→ **Task details**
Your answer must be an exact copy of the records below, minus any images.

→ **Records to process**
• • • • •

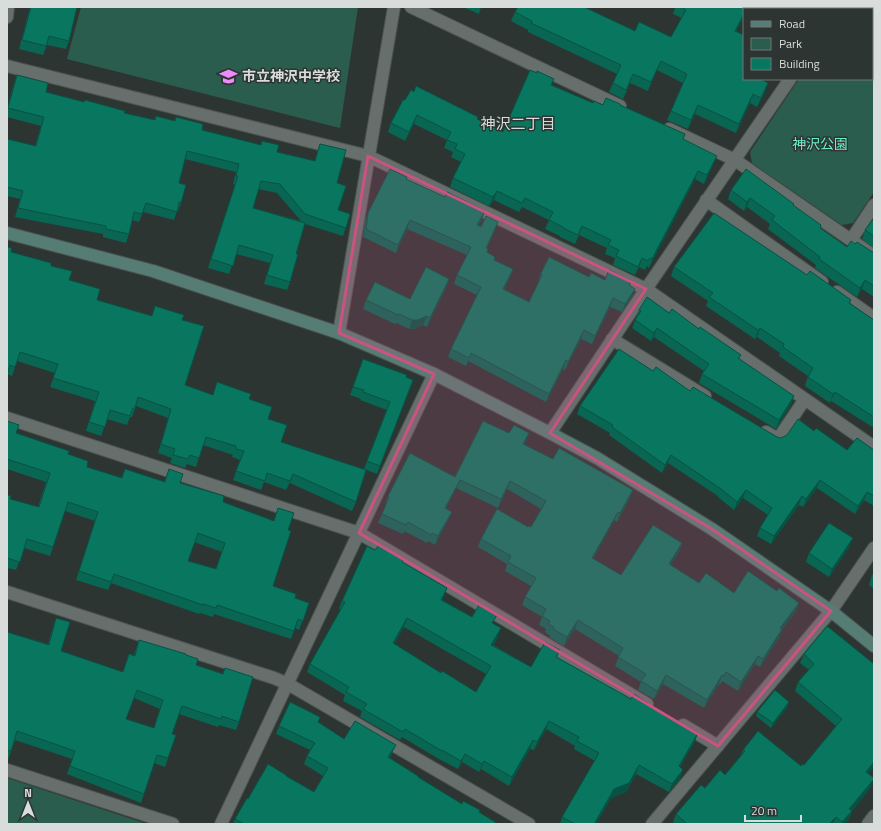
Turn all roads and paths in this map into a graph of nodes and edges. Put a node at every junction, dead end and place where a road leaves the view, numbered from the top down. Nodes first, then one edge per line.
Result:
1 (8, 7) edge
2 (394, 7) edge
3 (411, 7) edge
4 (7, 17) edge
5 (7, 66) edge
6 (789, 80) edge
7 (634, 113) edge
8 (656, 123) edge
9 (368, 156) junction
10 (735, 160) junction
11 (706, 200) junction
12 (874, 205) edge
13 (7, 233) edge
14 (851, 240) junction
15 (874, 256) edge
16 (646, 289) junction
17 (874, 318) edge
18 (338, 333) junction
19 (612, 339) junction
20 (434, 374) junction
21 (805, 399) junction
22 (718, 403) edge
23 (7, 418) edge
24 (758, 427) edge
25 (550, 432) junction
26 (874, 447) edge
27 (359, 533) junction
28 (874, 548) edge
29 (7, 592) edge
30 (831, 611) junction
31 (874, 646) edge
32 (288, 684) junction
33 (654, 708) edge
34 (675, 720) edge
35 (718, 746) junction
36 (7, 770) edge
37 (874, 816) edge
38 (173, 824) edge
39 (221, 824) edge
40 (529, 824) edge
41 (652, 824) edge
42 (868, 824) edge

1 - 4 street
2 - 9 street
3 - 7 street
5 - 9 street
6 - 10 street
8 - 10 street
9 - 16 street
9 - 18 street
10 - 11 street
10 - 14 street
11 - 16 street
11 - 17 street
12 - 14 street
13 - 18 street
14 - 15 street
16 - 19 street
16 - 21 street
18 - 20 street
19 - 22 street
19 - 25 street
20 - 25 street
20 - 27 street
21 - 24 street
21 - 26 street
23 - 27 street
25 - 30 street
27 - 32 street
27 - 33 street
28 - 30 street
29 - 32 street
30 - 31 street
30 - 35 street
32 - 39 street
32 - 40 street
34 - 35 street
35 - 41 street
36 - 38 street
37 - 42 street

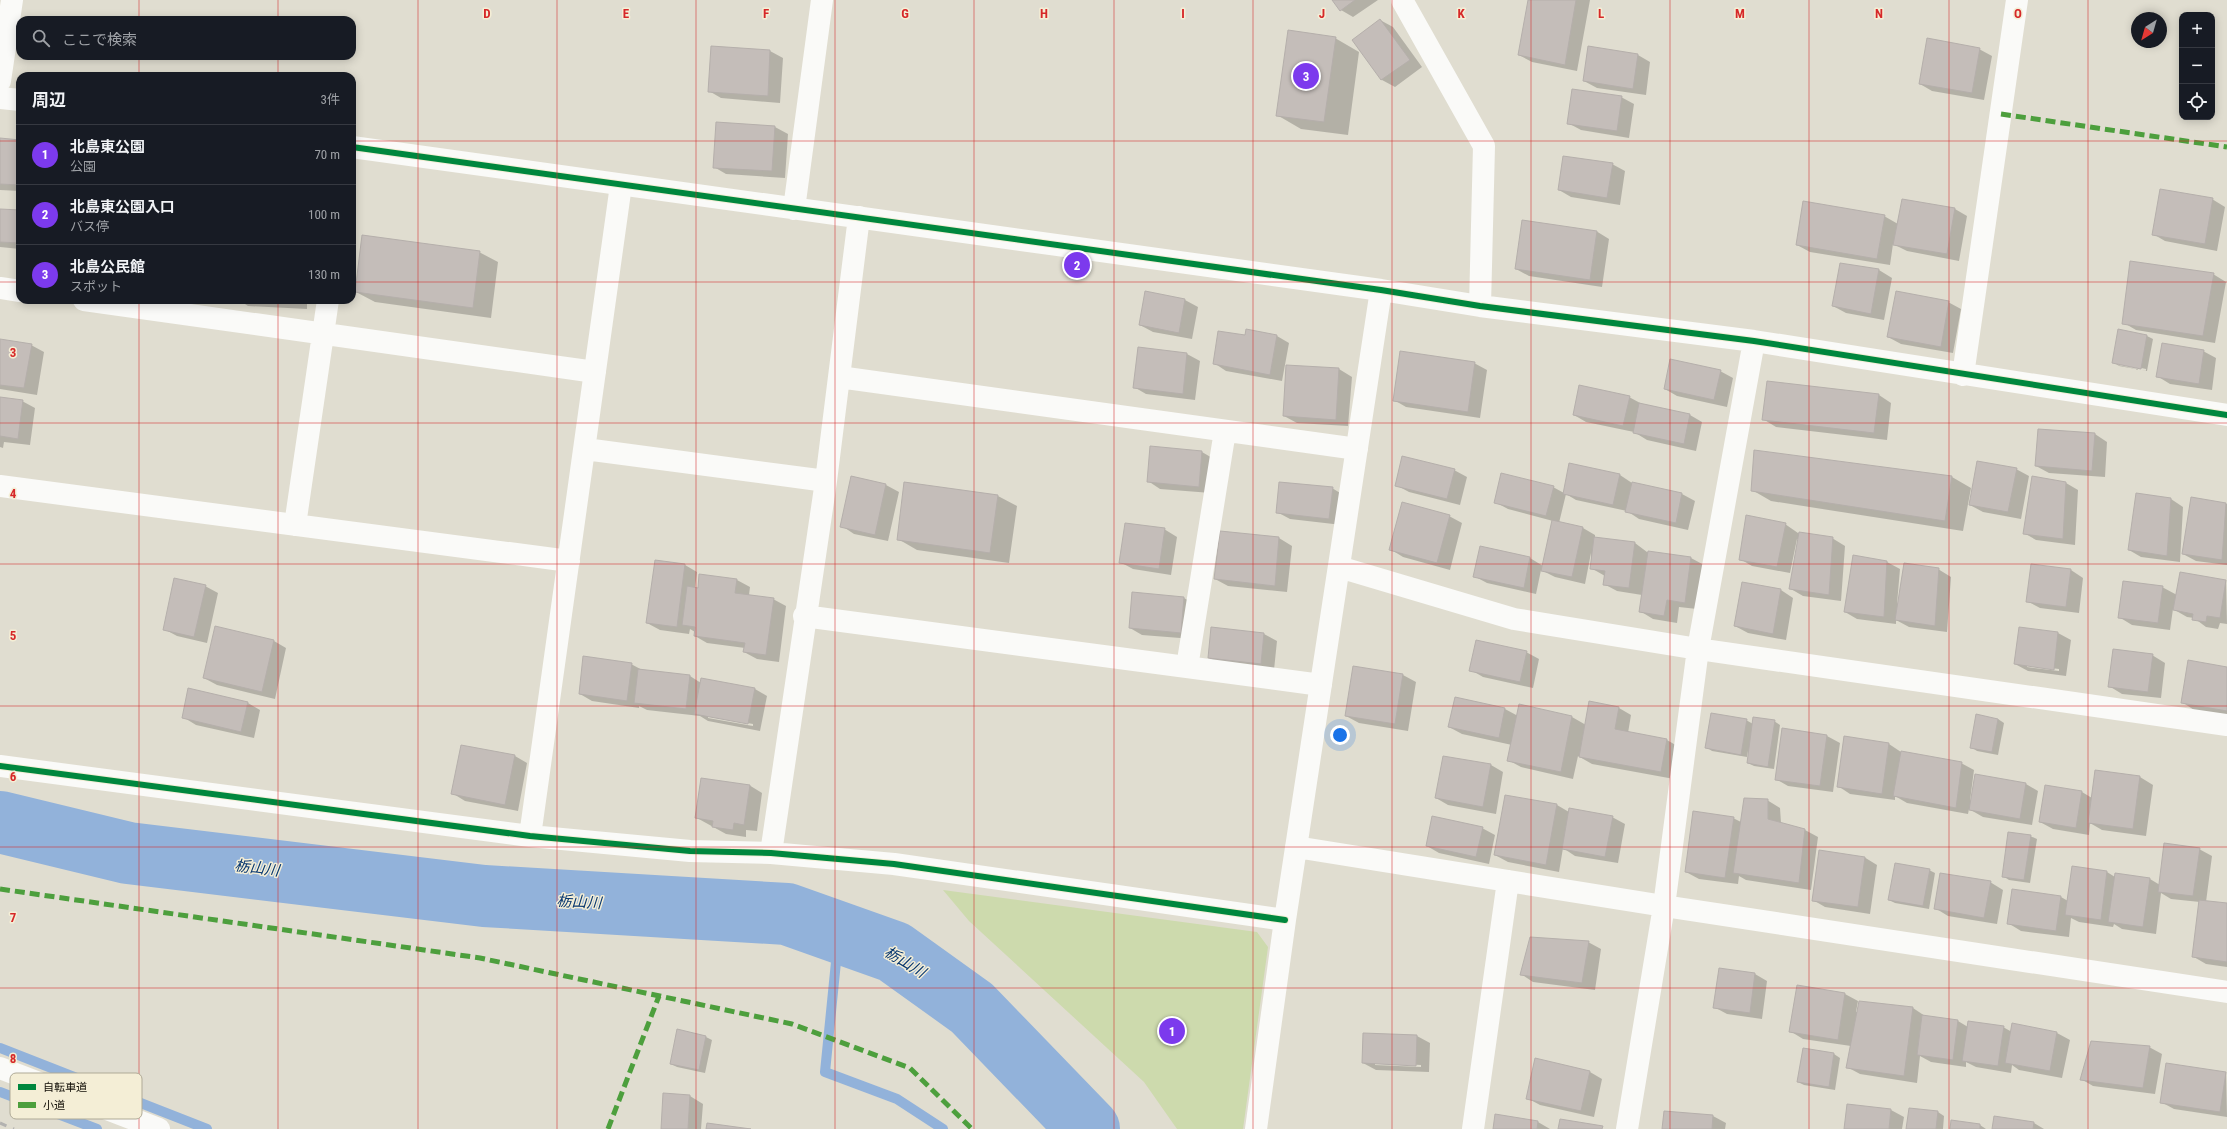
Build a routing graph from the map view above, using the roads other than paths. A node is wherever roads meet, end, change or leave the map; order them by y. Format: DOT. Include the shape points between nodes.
graph roads {
  1 [pos="12,0"];
  2 [pos="822,0"];
  3 [pos="1402,0"];
  4 [pos="2017,0"];
  5 [pos="0,80"];
  6 [pos="0,98"];
  7 [pos="16,100"];
  8 [pos="356,148"];
  9 [pos="621,185"];
  10 [pos="794,208"];
  11 [pos="859,217"];
  12 [pos="0,288"];
  13 [pos="16,290"];
  14 [pos="1381,290"];
  15 [pos="112,304"];
  16 [pos="327,304"];
  17 [pos="1480,306"];
  18 [pos="322,334"];
  19 [pos="1754,341"];
  20 [pos="595,372"];
  21 [pos="1963,375"];
  22 [pos="839,377"];
  23 [pos="2227,415"];
  24 [pos="1225,431"];
  25 [pos="585,449"];
  26 [pos="1357,450"];
  27 [pos="826,481"];
  28 [pos="0,486"];
  29 [pos="295,525"];
  30 [pos="569,561"];
  31 [pos="1339,567"];
  32 [pos="804,616"];
  33 [pos="1698,649"];
  34 [pos="1186,667"];
  35 [pos="1321,685"];
  36 [pos="2227,725"];
  37 [pos="0,766"];
  38 [pos="530,836"];
  39 [pos="1296,847"];
  40 [pos="771,852"];
  41 [pos="1508,881"];
  42 [pos="1664,906"];
  43 [pos="1285,920"];
  44 [pos="2227,992"];
  45 [pos="0,1068"];
  46 [pos="13,1073"];
  47 [pos="133,1119"];
  48 [pos="159,1129"];
  49 [pos="1256,1129"];
  50 [pos="1473,1129"];
  51 [pos="1627,1129"];
  1 -- 5 [label="street"];
  2 -- 10 [label="street"];
  3 -- 17 [label="street" via="1484,146"];
  4 -- 21 [label="street"];
  6 -- 7 [label="street"];
  8 -- 9 [label="street"];
  9 -- 10 [label="street"];
  9 -- 20 [label="street"];
  10 -- 11 [label="street"];
  11 -- 14 [label="street"];
  11 -- 22 [label="street"];
  12 -- 13 [label="street"];
  14 -- 17 [label="street"];
  14 -- 26 [label="street"];
  15 -- 18 [label="street"];
  16 -- 18 [label="street"];
  17 -- 19 [label="street"];
  18 -- 20 [label="street"];
  18 -- 29 [label="street"];
  19 -- 21 [label="street"];
  19 -- 33 [label="street"];
  20 -- 25 [label="street"];
  21 -- 23 [label="street"];
  22 -- 24 [label="street"];
  22 -- 27 [label="street"];
  24 -- 26 [label="street"];
  24 -- 34 [label="street"];
  25 -- 27 [label="street"];
  25 -- 30 [label="street"];
  26 -- 31 [label="street"];
  27 -- 32 [label="street"];
  28 -- 29 [label="street"];
  29 -- 30 [label="street"];
  30 -- 38 [label="street"];
  31 -- 33 [label="street" via="1514,620"];
  31 -- 35 [label="street"];
  32 -- 34 [label="street"];
  32 -- 40 [label="street"];
  33 -- 36 [label="street"];
  33 -- 42 [label="street"];
  34 -- 35 [label="street"];
  35 -- 39 [label="street"];
  37 -- 38 [label="street"];
  38 -- 40 [label="street" via="690,850"];
  39 -- 41 [label="street"];
  39 -- 43 [label="street"];
  40 -- 43 [label="street" via="894,864"];
  41 -- 42 [label="street"];
  41 -- 50 [label="street"];
  42 -- 44 [label="street"];
  42 -- 51 [label="street"];
  43 -- 49 [label="street"];
  45 -- 46 [label="street"];
  47 -- 48 [label="street"];
}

• • • • •

→ **Your solution**
Turn all roads and paths in this map into a graph of nodes and edges. Put a node at every junction, dead end and place where a road leaves the view, numbered from the top down. Nodes first, then one edge per line.
Result:
1 (8, 7) edge
2 (394, 7) edge
3 (411, 7) edge
4 (7, 17) edge
5 (7, 66) edge
6 (789, 80) edge
7 (634, 113) edge
8 (656, 123) edge
9 (368, 156) junction
10 (735, 160) junction
11 (706, 200) junction
12 (874, 205) edge
13 (7, 233) edge
14 (851, 240) junction
15 (874, 256) edge
16 (646, 289) junction
17 (874, 318) edge
18 (338, 333) junction
19 (612, 339) junction
20 (434, 374) junction
21 (805, 399) junction
22 (718, 403) edge
23 (7, 418) edge
24 (758, 427) edge
25 (550, 432) junction
26 (874, 447) edge
27 (359, 533) junction
28 (874, 548) edge
29 (7, 592) edge
30 (831, 611) junction
31 (874, 646) edge
32 (288, 684) junction
33 (654, 708) edge
34 (675, 720) edge
35 (718, 746) junction
36 (7, 770) edge
37 (874, 816) edge
38 (173, 824) edge
39 (221, 824) edge
40 (529, 824) edge
41 (652, 824) edge
42 (868, 824) edge

1 - 4 street
2 - 9 street
3 - 7 street
5 - 9 street
6 - 10 street
8 - 10 street
9 - 16 street
9 - 18 street
10 - 11 street
10 - 14 street
11 - 16 street
11 - 17 street
12 - 14 street
13 - 18 street
14 - 15 street
16 - 19 street
16 - 21 street
18 - 20 street
19 - 22 street
19 - 25 street
20 - 25 street
20 - 27 street
21 - 24 street
21 - 26 street
23 - 27 street
25 - 30 street
27 - 32 street
27 - 33 street
28 - 30 street
29 - 32 street
30 - 31 street
30 - 35 street
32 - 39 street
32 - 40 street
34 - 35 street
35 - 41 street
36 - 38 street
37 - 42 street

Build a routing graph from the map view above, using the roads other than paths. A node is wherever roads meet, end, change or leave the map; order them by y. Format: DOT. Include the shape points between nodes.
graph roads {
  1 [pos="12,0"];
  2 [pos="822,0"];
  3 [pos="1402,0"];
  4 [pos="2017,0"];
  5 [pos="0,80"];
  6 [pos="0,98"];
  7 [pos="16,100"];
  8 [pos="356,148"];
  9 [pos="621,185"];
  10 [pos="794,208"];
  11 [pos="859,217"];
  12 [pos="0,288"];
  13 [pos="16,290"];
  14 [pos="1381,290"];
  15 [pos="112,304"];
  16 [pos="327,304"];
  17 [pos="1480,306"];
  18 [pos="322,334"];
  19 [pos="1754,341"];
  20 [pos="595,372"];
  21 [pos="1963,375"];
  22 [pos="839,377"];
  23 [pos="2227,415"];
  24 [pos="1225,431"];
  25 [pos="585,449"];
  26 [pos="1357,450"];
  27 [pos="826,481"];
  28 [pos="0,486"];
  29 [pos="295,525"];
  30 [pos="569,561"];
  31 [pos="1339,567"];
  32 [pos="804,616"];
  33 [pos="1698,649"];
  34 [pos="1186,667"];
  35 [pos="1321,685"];
  36 [pos="2227,725"];
  37 [pos="0,766"];
  38 [pos="530,836"];
  39 [pos="1296,847"];
  40 [pos="771,852"];
  41 [pos="1508,881"];
  42 [pos="1664,906"];
  43 [pos="1285,920"];
  44 [pos="2227,992"];
  45 [pos="0,1068"];
  46 [pos="13,1073"];
  47 [pos="133,1119"];
  48 [pos="159,1129"];
  49 [pos="1256,1129"];
  50 [pos="1473,1129"];
  51 [pos="1627,1129"];
  1 -- 5 [label="street"];
  2 -- 10 [label="street"];
  3 -- 17 [label="street" via="1484,146"];
  4 -- 21 [label="street"];
  6 -- 7 [label="street"];
  8 -- 9 [label="street"];
  9 -- 10 [label="street"];
  9 -- 20 [label="street"];
  10 -- 11 [label="street"];
  11 -- 14 [label="street"];
  11 -- 22 [label="street"];
  12 -- 13 [label="street"];
  14 -- 17 [label="street"];
  14 -- 26 [label="street"];
  15 -- 18 [label="street"];
  16 -- 18 [label="street"];
  17 -- 19 [label="street"];
  18 -- 20 [label="street"];
  18 -- 29 [label="street"];
  19 -- 21 [label="street"];
  19 -- 33 [label="street"];
  20 -- 25 [label="street"];
  21 -- 23 [label="street"];
  22 -- 24 [label="street"];
  22 -- 27 [label="street"];
  24 -- 26 [label="street"];
  24 -- 34 [label="street"];
  25 -- 27 [label="street"];
  25 -- 30 [label="street"];
  26 -- 31 [label="street"];
  27 -- 32 [label="street"];
  28 -- 29 [label="street"];
  29 -- 30 [label="street"];
  30 -- 38 [label="street"];
  31 -- 33 [label="street" via="1514,620"];
  31 -- 35 [label="street"];
  32 -- 34 [label="street"];
  32 -- 40 [label="street"];
  33 -- 36 [label="street"];
  33 -- 42 [label="street"];
  34 -- 35 [label="street"];
  35 -- 39 [label="street"];
  37 -- 38 [label="street"];
  38 -- 40 [label="street" via="690,850"];
  39 -- 41 [label="street"];
  39 -- 43 [label="street"];
  40 -- 43 [label="street" via="894,864"];
  41 -- 42 [label="street"];
  41 -- 50 [label="street"];
  42 -- 44 [label="street"];
  42 -- 51 [label="street"];
  43 -- 49 [label="street"];
  45 -- 46 [label="street"];
  47 -- 48 [label="street"];
}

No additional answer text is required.